● Stored data:
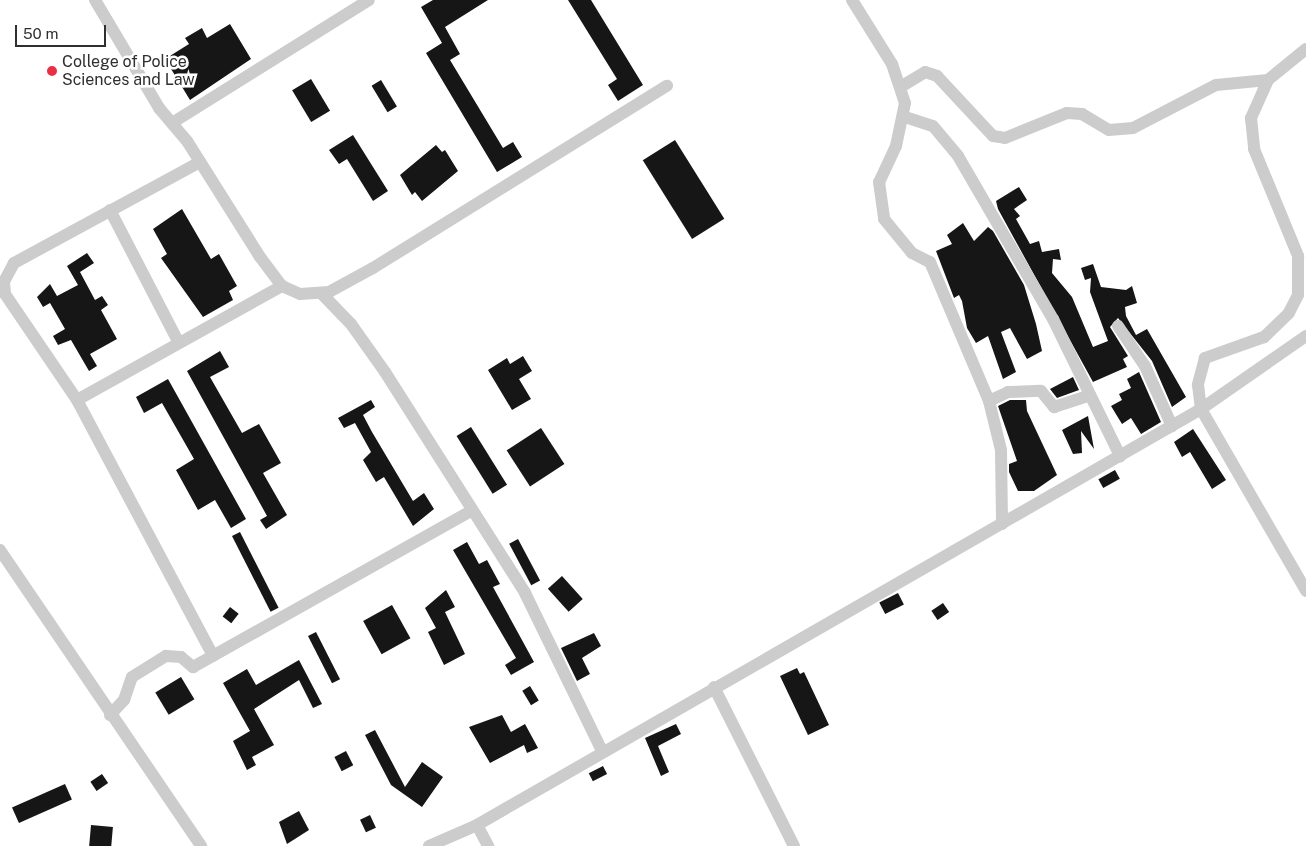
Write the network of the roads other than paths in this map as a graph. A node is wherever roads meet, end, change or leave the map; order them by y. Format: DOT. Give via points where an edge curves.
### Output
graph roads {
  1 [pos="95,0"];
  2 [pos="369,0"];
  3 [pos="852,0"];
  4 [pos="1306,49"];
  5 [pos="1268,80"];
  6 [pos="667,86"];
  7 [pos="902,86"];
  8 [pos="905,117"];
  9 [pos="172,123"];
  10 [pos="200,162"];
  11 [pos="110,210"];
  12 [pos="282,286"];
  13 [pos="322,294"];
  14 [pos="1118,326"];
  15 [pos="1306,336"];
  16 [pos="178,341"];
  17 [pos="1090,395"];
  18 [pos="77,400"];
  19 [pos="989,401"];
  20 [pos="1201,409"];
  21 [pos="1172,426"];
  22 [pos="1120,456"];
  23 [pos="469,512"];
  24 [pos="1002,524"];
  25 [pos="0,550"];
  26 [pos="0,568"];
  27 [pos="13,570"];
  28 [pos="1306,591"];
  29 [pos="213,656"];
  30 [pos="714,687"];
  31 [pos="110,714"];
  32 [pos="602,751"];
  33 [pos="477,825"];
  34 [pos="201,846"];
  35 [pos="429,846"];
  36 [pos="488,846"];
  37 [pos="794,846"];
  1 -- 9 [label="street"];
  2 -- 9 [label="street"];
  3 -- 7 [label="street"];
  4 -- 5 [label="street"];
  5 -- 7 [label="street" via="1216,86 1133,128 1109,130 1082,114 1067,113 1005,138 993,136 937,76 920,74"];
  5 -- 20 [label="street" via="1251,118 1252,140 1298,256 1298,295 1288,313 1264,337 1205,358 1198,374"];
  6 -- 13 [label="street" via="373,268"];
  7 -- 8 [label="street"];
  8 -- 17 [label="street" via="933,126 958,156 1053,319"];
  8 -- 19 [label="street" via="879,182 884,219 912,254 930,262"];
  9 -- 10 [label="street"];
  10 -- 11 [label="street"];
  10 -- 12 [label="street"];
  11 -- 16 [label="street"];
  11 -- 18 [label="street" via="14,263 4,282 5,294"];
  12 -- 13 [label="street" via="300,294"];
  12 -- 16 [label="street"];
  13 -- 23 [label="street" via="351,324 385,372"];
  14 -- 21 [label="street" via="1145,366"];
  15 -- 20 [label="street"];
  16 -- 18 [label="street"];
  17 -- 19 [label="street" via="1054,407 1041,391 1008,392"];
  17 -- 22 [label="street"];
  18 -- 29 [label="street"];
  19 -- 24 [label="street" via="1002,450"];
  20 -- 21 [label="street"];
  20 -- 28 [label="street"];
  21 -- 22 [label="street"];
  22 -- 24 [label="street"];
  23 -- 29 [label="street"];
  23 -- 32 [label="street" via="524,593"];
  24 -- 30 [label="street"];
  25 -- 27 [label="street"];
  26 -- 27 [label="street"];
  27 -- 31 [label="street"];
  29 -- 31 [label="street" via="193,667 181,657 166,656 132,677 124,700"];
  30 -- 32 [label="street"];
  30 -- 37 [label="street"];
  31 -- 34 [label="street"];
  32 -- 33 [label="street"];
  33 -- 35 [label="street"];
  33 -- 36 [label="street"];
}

● Work to be completed: Extract every line containing the string "graph" from the material.

● Final answer:
Write the network of the roads other than paths in this map as a graph. A node is wherever roads meet, end, change or leave the map; order them by y. Format: DOT. Give via points where an edge curves.
graph roads {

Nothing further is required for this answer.